# [TASK ITEM]
All of the listing is to be written out word for word, with the pictures left out.
********
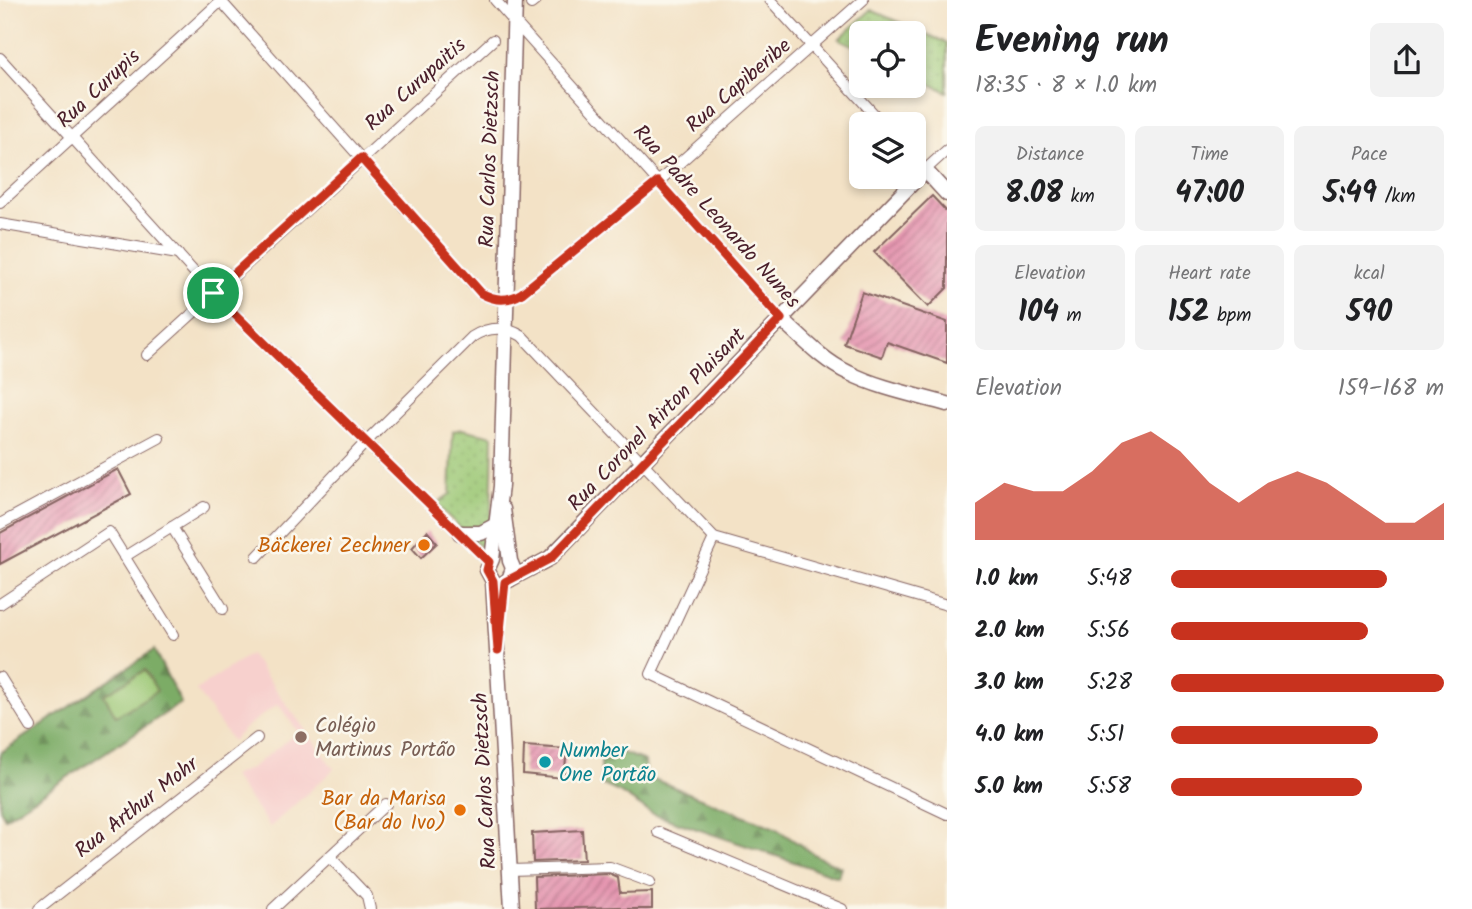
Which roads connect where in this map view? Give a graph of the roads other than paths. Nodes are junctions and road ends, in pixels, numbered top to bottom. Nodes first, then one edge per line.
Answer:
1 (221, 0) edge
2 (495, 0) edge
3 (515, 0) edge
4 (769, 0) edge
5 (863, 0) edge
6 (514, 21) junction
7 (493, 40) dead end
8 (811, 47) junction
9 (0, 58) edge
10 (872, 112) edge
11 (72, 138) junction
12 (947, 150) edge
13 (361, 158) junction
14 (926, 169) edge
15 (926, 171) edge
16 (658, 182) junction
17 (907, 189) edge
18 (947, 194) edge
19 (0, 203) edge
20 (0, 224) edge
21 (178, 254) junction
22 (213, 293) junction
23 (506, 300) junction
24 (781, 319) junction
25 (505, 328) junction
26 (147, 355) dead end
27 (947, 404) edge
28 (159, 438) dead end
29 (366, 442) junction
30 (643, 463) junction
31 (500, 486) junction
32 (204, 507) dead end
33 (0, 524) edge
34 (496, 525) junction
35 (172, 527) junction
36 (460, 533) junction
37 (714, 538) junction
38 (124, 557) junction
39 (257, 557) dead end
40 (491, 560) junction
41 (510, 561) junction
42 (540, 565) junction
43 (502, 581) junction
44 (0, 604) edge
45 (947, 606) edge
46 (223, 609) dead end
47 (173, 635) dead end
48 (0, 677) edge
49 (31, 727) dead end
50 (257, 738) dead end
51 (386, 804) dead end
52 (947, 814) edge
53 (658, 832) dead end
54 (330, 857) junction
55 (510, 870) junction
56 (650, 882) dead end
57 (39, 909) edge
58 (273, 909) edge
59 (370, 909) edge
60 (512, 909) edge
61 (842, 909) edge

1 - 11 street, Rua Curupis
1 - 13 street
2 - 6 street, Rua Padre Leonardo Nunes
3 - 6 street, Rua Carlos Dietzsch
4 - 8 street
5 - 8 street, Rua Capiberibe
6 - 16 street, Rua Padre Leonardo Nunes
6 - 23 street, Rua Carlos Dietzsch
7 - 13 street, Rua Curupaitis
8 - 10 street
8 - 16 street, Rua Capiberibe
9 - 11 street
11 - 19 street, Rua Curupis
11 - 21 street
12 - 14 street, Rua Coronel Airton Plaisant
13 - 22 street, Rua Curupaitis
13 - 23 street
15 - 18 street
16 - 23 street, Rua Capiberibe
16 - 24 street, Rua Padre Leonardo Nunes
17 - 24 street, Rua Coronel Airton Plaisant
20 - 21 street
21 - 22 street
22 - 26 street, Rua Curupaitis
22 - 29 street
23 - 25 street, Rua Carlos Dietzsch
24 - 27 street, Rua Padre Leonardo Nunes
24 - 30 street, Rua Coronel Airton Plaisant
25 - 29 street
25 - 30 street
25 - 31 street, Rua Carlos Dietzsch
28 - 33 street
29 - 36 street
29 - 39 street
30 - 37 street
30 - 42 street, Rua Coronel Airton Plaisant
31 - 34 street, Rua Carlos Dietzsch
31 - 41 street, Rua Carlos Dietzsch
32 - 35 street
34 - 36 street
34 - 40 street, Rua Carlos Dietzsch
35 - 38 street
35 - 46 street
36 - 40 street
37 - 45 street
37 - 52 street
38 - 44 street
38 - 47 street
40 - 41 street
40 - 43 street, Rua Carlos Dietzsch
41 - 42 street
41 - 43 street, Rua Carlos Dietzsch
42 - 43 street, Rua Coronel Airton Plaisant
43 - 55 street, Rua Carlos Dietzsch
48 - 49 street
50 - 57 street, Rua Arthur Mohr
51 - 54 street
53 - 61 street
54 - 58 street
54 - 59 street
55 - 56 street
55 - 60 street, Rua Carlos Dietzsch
********
# [ANSWER TO THE EXERCISE]
Which roads connect where in this map view? Give a graph of the roads other than paths. Nodes are junctions and road ends, in pixels, numbered top to bottom. Nodes first, then one edge per line.
Answer:
1 (221, 0) edge
2 (495, 0) edge
3 (515, 0) edge
4 (769, 0) edge
5 (863, 0) edge
6 (514, 21) junction
7 (493, 40) dead end
8 (811, 47) junction
9 (0, 58) edge
10 (872, 112) edge
11 (72, 138) junction
12 (947, 150) edge
13 (361, 158) junction
14 (926, 169) edge
15 (926, 171) edge
16 (658, 182) junction
17 (907, 189) edge
18 (947, 194) edge
19 (0, 203) edge
20 (0, 224) edge
21 (178, 254) junction
22 (213, 293) junction
23 (506, 300) junction
24 (781, 319) junction
25 (505, 328) junction
26 (147, 355) dead end
27 (947, 404) edge
28 (159, 438) dead end
29 (366, 442) junction
30 (643, 463) junction
31 (500, 486) junction
32 (204, 507) dead end
33 (0, 524) edge
34 (496, 525) junction
35 (172, 527) junction
36 (460, 533) junction
37 (714, 538) junction
38 (124, 557) junction
39 (257, 557) dead end
40 (491, 560) junction
41 (510, 561) junction
42 (540, 565) junction
43 (502, 581) junction
44 (0, 604) edge
45 (947, 606) edge
46 (223, 609) dead end
47 (173, 635) dead end
48 (0, 677) edge
49 (31, 727) dead end
50 (257, 738) dead end
51 (386, 804) dead end
52 (947, 814) edge
53 (658, 832) dead end
54 (330, 857) junction
55 (510, 870) junction
56 (650, 882) dead end
57 (39, 909) edge
58 (273, 909) edge
59 (370, 909) edge
60 (512, 909) edge
61 (842, 909) edge

1 - 11 street, Rua Curupis
1 - 13 street
2 - 6 street, Rua Padre Leonardo Nunes
3 - 6 street, Rua Carlos Dietzsch
4 - 8 street
5 - 8 street, Rua Capiberibe
6 - 16 street, Rua Padre Leonardo Nunes
6 - 23 street, Rua Carlos Dietzsch
7 - 13 street, Rua Curupaitis
8 - 10 street
8 - 16 street, Rua Capiberibe
9 - 11 street
11 - 19 street, Rua Curupis
11 - 21 street
12 - 14 street, Rua Coronel Airton Plaisant
13 - 22 street, Rua Curupaitis
13 - 23 street
15 - 18 street
16 - 23 street, Rua Capiberibe
16 - 24 street, Rua Padre Leonardo Nunes
17 - 24 street, Rua Coronel Airton Plaisant
20 - 21 street
21 - 22 street
22 - 26 street, Rua Curupaitis
22 - 29 street
23 - 25 street, Rua Carlos Dietzsch
24 - 27 street, Rua Padre Leonardo Nunes
24 - 30 street, Rua Coronel Airton Plaisant
25 - 29 street
25 - 30 street
25 - 31 street, Rua Carlos Dietzsch
28 - 33 street
29 - 36 street
29 - 39 street
30 - 37 street
30 - 42 street, Rua Coronel Airton Plaisant
31 - 34 street, Rua Carlos Dietzsch
31 - 41 street, Rua Carlos Dietzsch
32 - 35 street
34 - 36 street
34 - 40 street, Rua Carlos Dietzsch
35 - 38 street
35 - 46 street
36 - 40 street
37 - 45 street
37 - 52 street
38 - 44 street
38 - 47 street
40 - 41 street
40 - 43 street, Rua Carlos Dietzsch
41 - 42 street
41 - 43 street, Rua Carlos Dietzsch
42 - 43 street, Rua Coronel Airton Plaisant
43 - 55 street, Rua Carlos Dietzsch
48 - 49 street
50 - 57 street, Rua Arthur Mohr
51 - 54 street
53 - 61 street
54 - 58 street
54 - 59 street
55 - 56 street
55 - 60 street, Rua Carlos Dietzsch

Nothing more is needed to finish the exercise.